* **Material to process**
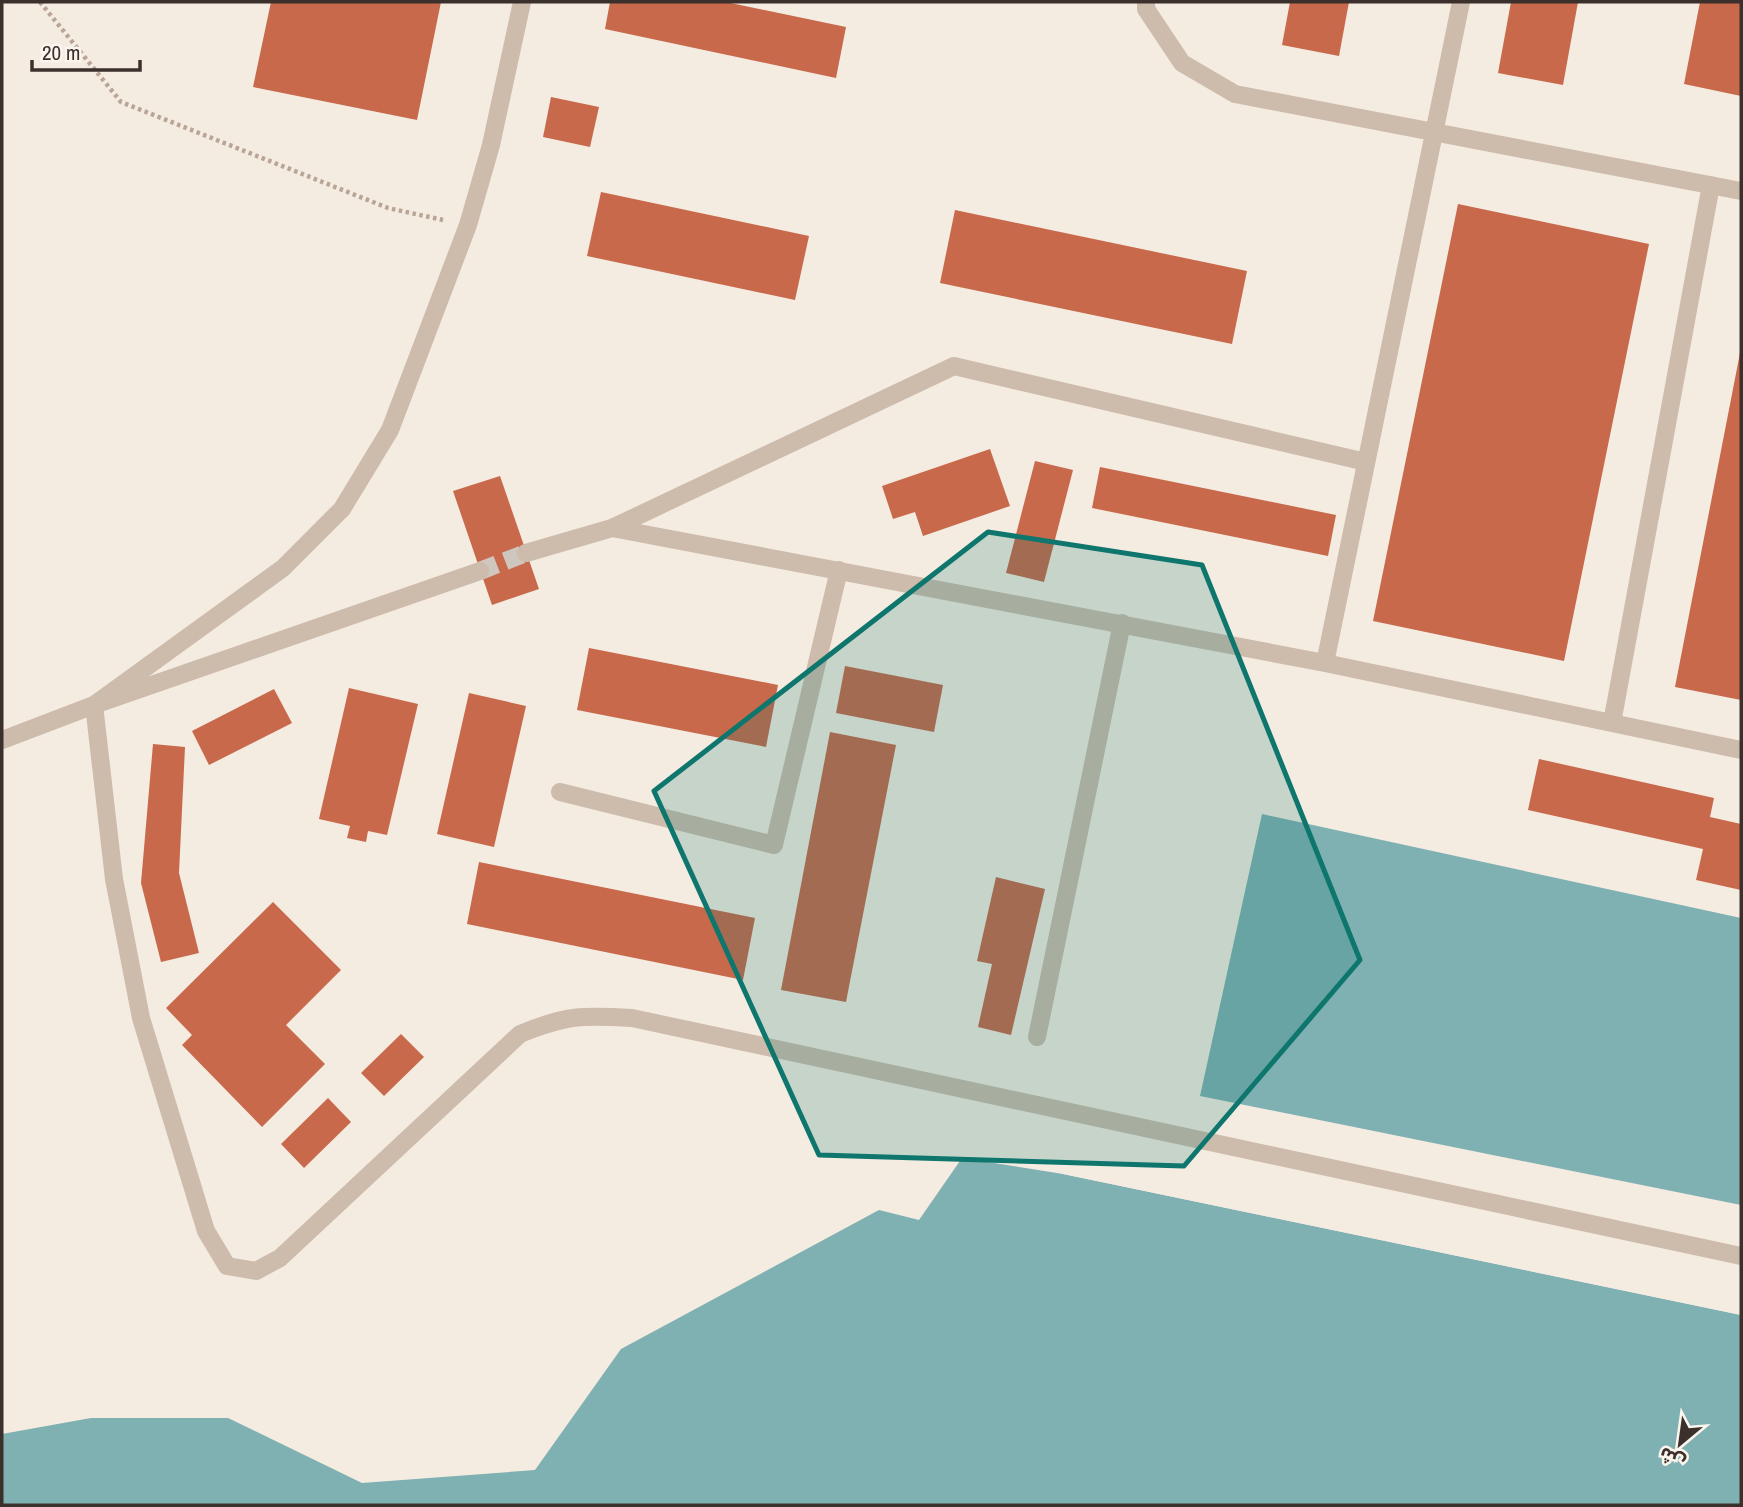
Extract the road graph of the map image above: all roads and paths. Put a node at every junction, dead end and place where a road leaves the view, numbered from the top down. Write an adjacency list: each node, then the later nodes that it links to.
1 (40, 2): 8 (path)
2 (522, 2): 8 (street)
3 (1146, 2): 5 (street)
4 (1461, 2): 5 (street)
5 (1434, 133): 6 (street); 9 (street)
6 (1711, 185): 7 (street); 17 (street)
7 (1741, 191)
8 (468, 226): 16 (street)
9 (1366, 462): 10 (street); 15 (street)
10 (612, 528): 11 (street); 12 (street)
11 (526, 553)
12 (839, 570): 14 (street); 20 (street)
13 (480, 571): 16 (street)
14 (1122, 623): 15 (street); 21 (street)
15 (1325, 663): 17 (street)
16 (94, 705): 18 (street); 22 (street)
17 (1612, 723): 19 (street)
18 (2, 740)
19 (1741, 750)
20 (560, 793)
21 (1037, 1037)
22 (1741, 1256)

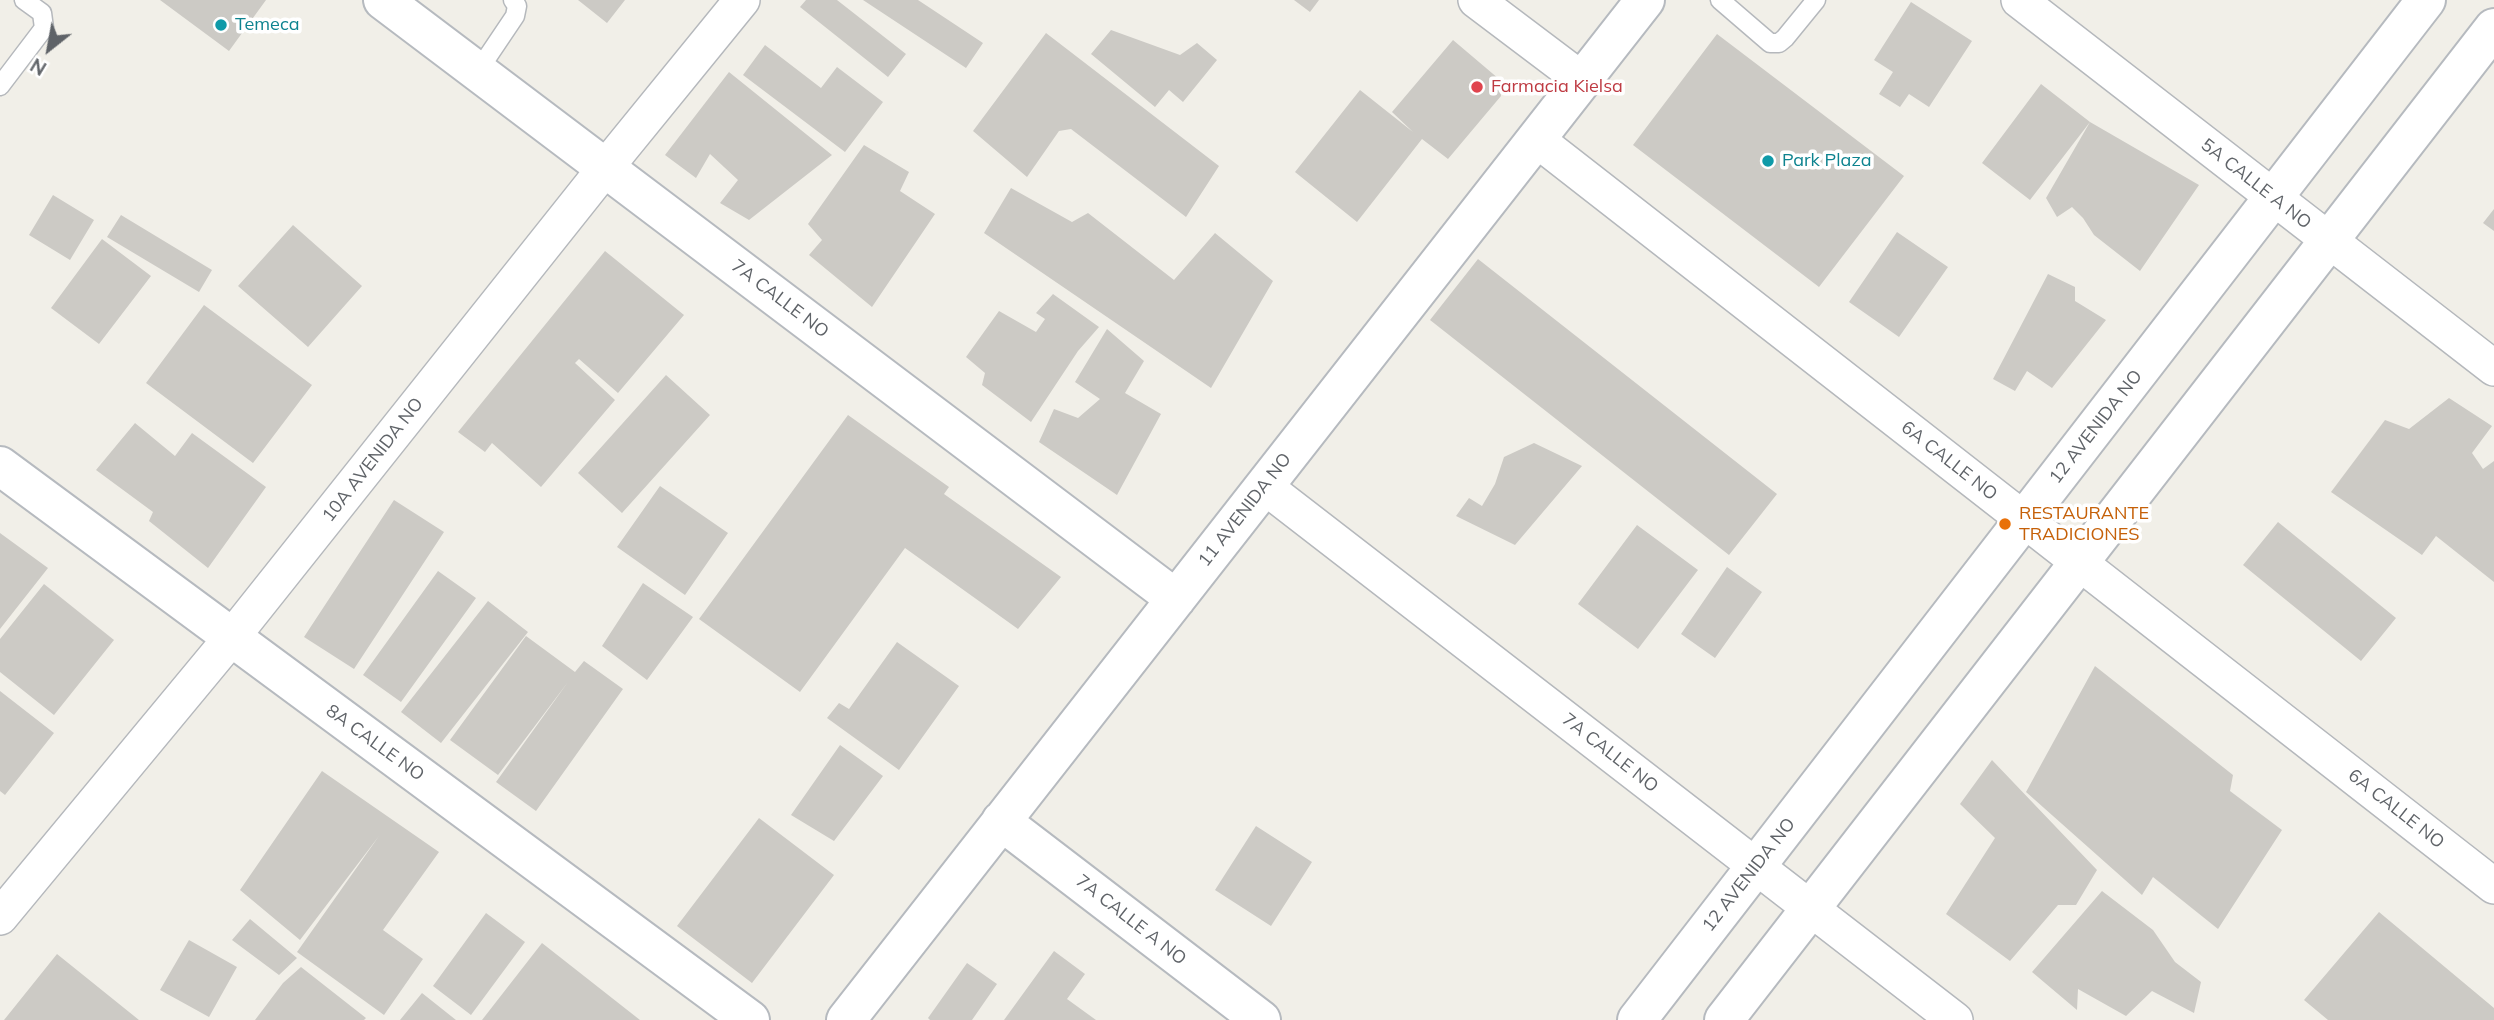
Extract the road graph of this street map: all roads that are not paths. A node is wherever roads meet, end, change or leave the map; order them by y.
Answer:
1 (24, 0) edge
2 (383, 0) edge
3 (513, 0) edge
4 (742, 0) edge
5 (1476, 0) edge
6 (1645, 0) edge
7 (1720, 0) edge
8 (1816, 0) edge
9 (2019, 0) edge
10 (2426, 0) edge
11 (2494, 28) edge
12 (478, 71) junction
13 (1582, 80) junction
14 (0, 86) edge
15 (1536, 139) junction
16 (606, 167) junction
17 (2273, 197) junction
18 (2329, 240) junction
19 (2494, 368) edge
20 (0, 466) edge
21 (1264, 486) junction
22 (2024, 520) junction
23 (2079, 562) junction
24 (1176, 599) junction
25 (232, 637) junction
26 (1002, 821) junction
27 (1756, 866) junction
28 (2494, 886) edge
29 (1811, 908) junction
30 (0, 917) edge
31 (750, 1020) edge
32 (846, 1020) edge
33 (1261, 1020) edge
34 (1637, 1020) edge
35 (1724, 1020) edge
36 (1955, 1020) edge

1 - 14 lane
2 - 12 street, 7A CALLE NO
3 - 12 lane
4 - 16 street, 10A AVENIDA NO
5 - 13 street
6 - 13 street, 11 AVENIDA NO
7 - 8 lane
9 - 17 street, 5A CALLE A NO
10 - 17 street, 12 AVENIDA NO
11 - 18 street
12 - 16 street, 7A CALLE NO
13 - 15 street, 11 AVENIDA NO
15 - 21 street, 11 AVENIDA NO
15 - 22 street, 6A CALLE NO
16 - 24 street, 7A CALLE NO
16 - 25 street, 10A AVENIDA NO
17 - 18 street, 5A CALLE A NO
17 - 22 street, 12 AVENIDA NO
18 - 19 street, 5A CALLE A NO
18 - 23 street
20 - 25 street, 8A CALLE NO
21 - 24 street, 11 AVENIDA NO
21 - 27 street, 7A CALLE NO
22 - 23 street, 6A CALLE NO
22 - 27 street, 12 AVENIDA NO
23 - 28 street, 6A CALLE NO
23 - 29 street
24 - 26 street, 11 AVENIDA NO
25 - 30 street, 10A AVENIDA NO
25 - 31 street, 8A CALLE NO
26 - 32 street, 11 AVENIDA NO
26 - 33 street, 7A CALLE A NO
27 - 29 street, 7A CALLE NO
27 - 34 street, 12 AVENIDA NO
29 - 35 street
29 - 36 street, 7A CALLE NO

* **What you are asked to do**
Please return, exactly as written, the lines from the first line of the records above through the line containing "Extract the road graph of this", both included, leaving out any pictures.

* **Answer area**
Extract the road graph of the map image above: all roads and paths. Put a node at every junction, dead end and place where a road leaves the view, numbered from the top down. Write an adjacency list: each node, then the later nodes that it links to.
1 (40, 2): 8 (path)
2 (522, 2): 8 (street)
3 (1146, 2): 5 (street)
4 (1461, 2): 5 (street)
5 (1434, 133): 6 (street); 9 (street)
6 (1711, 185): 7 (street); 17 (street)
7 (1741, 191)
8 (468, 226): 16 (street)
9 (1366, 462): 10 (street); 15 (street)
10 (612, 528): 11 (street); 12 (street)
11 (526, 553)
12 (839, 570): 14 (street); 20 (street)
13 (480, 571): 16 (street)
14 (1122, 623): 15 (street); 21 (street)
15 (1325, 663): 17 (street)
16 (94, 705): 18 (street); 22 (street)
17 (1612, 723): 19 (street)
18 (2, 740)
19 (1741, 750)
20 (560, 793)
21 (1037, 1037)
22 (1741, 1256)

Extract the road graph of this street map: all roads that are not paths. A node is wherever roads meet, end, change or leave the map; order them by y.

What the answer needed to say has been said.